Students investigate one Native American nation through guided research, geography work, and a hands-on artifact build. They gather notes in an organized way, translate research into a clear written product, and practice speaking and listening during short presentations. The unit emphasizes respectful language, accurate use of sources, and evidence-based claims.

Subject Connections

Students practice English Language Arts skills by paraphrasing information, writing claims supported by evidence, and presenting orally. Geography skills are developed through mapping landforms and locations, while art and design skills are used during the artifact construction and display. The lesson also supports research and media literacy through source evaluation.

Learning Goals

  • Identify key cultural features of a Native American nation (homes, food systems, roles, ceremonies, governance)
  • Explain how geography and environment shaped daily life and choices
  • Gather, organize, and paraphrase information from multiple sources
  • Create an artifact or model that represents a researched cultural feature
  • Present findings clearly and respond to peer questions using evidence

Materials

  • Print and/or digital reference sources (library books, curated websites, database articles)
  • Research organizer (note-catcher or graphic organizer)
  • Map resources (blank regional maps, physical feature maps, atlases)
  • Presentation tools (poster paper/markers or slide software)
  • Artifact-building supplies (cardboard, clay, paper, string, paint, recycled materials)
  • Optional: image curation tool or shared class folder for saving source images with citations

Preparation

  • Select a short list of appropriate Native American nations for students to choose from (or assign), based on your available resources
  • Create a simple research organizer with headings such as: Location, Environment, Food, Homes, Clothing, Work Roles, Ceremonies, Tools/Technology, Trade, and Notable Contributions
  • Prepare blank maps and decide the geographic focus (local region, state, or North America)
  • Set expectations for respectful language and accuracy (for example: use the nation name, avoid stereotypes, cite sources)
  • Choose a product format: a one-page report, a poster, or short slides, plus a small artifact/model

Teaching Procedure

Each session fits a standard class period of 45–50 minutes. The artifact build may need one extended session (60–90 minutes) depending on materials.

Session 1 – Launch the Inquiry and Choose a Nation

  1. The teacher introduces the unit purpose and explains that students will research one Native American nation and connect culture to geography using evidence. Students complete a quick warm-up: list three questions they have about Native American life, then share one question with a partner.
  2. Activity: The teacher tells students, “You will choose one Native American nation and create a focus question you can actually answer with research.” Materials: nation choice list, research organizer, pencil. Students select a nation, write a focus question (example: “How did geography shape housing and food?”), and demonstrate understanding by sharing the question with the teacher or a partner for feedback.
  3. The teacher models how to paraphrase a short paragraph into a single note, then how to record the source title/URL next to the note. Students practice with a short teacher-provided excerpt and produce two paraphrased notes.
  4. Students exit with a plan: nation selected, focus question written, and two sources they will use next session (teacher checks quickly for feasibility).

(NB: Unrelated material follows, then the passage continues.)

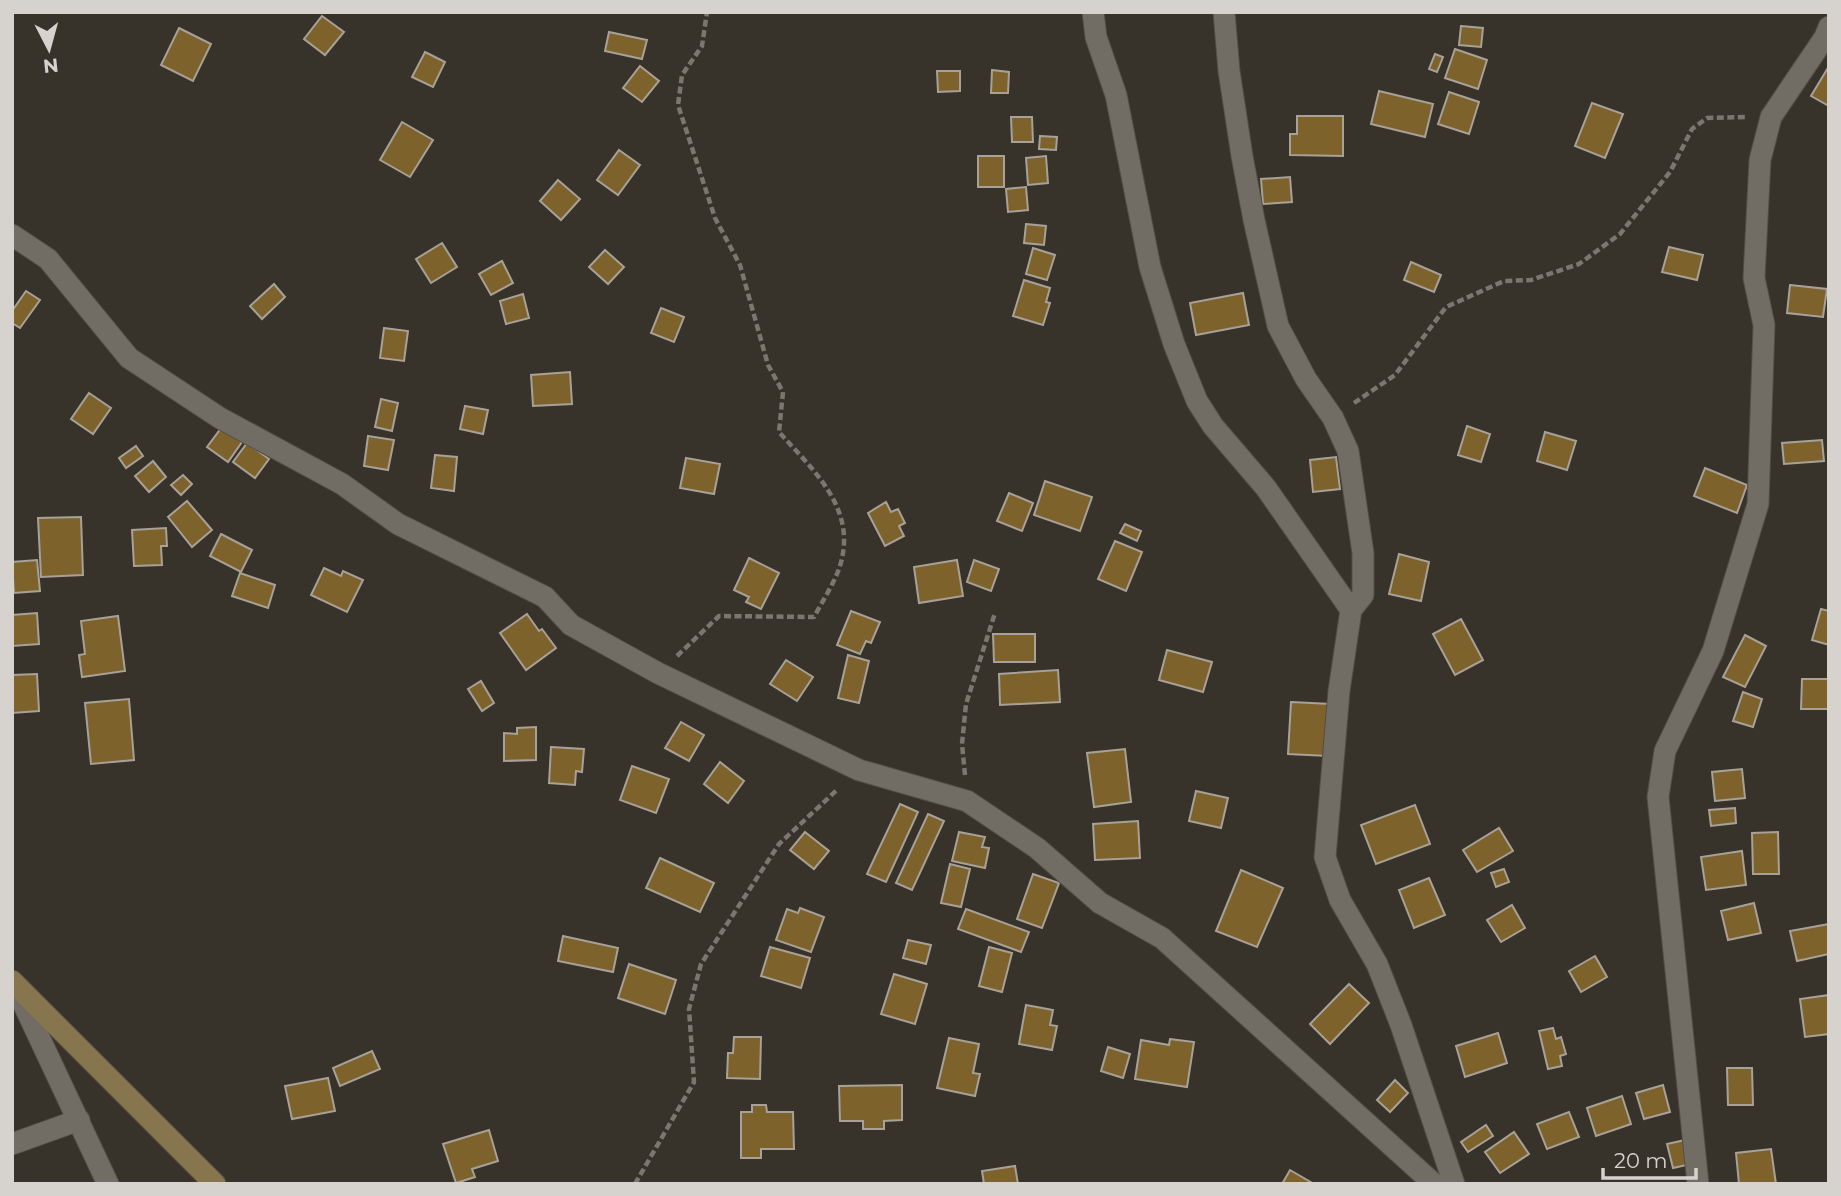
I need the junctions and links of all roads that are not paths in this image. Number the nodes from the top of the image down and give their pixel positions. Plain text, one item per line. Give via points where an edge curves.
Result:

Session 2 – Research Notes and Source Reliability

  1. The teacher reviews what makes a source usable for school research (author, date, purpose, evidence). Students preview two sources and decide which one is more reliable, then explain why in one sentence.
  2. Activity: The teacher tells students, “Take notes that answer your question, not notes that copy the page.” Materials: research organizer, sources. Students read and record 8–12 short paraphrased notes under the organizer headings, and demonstrate understanding by highlighting three notes that directly answer their focus question.
  3. The teacher circulates and checks for paraphrasing, not copying. Students revise any notes that are too close to the original wording.
  4. Students end by writing a short claim they can support (example: “The environment shaped food choices through seasonal harvesting and local materials.”) and underline two notes that support it.

Session 3 – Map the Nation and Connect Place to Daily Life

  1. The teacher provides a map task: students locate the nation’s region, mark key physical features, and label how those features could influence food, shelter, or travel. Students review a brief example together.
  2. Activity: The teacher tells students, “Your map must show where and why, not just where.” Materials: blank map, atlas/online map, colored pencils. Students create a labeled map with at least five labels (region, water, landform, climate clue, neighboring peoples or trade routes) and demonstrate understanding by adding a short caption that links one feature to one cultural practice (example: “Rivers supported fishing and travel.”).
  3. The teacher introduces vocabulary students can use accurately (region, migration, resource, trade, adaptation). Students add at least three of these words correctly in their map caption or notes.
  4. Students do a quick peer check: partners verify that labels are readable and the caption is specific and supported by notes.

Session 4 – Create an Artifact or Model With an Explanation Card

  1. The teacher explains that the artifact/model is a representation of one researched cultural feature (home type, tool, clothing detail, food preparation method, trade item, or symbolic design). Students choose one focus and sketch a simple plan.
  2. Activity: The teacher tells students, “Build a small model and write an explanation card that teaches someone else what it represents.” Materials: craft supplies, note organizer, index card. Students build a simple artifact/model and create an explanation card that names the nation, describes the object, and explains how environment or needs influenced it; students demonstrate understanding by including two research-based details and one cited source on the card.
  3. The teacher checks that students are representing ideas respectfully and accurately (no costume stereotypes, no generic “tribe” language, no fantasy imagery). Students revise the explanation card for accuracy.
  4. Students photograph the artifact/model (optional) and save the image with the nation name for presentation day.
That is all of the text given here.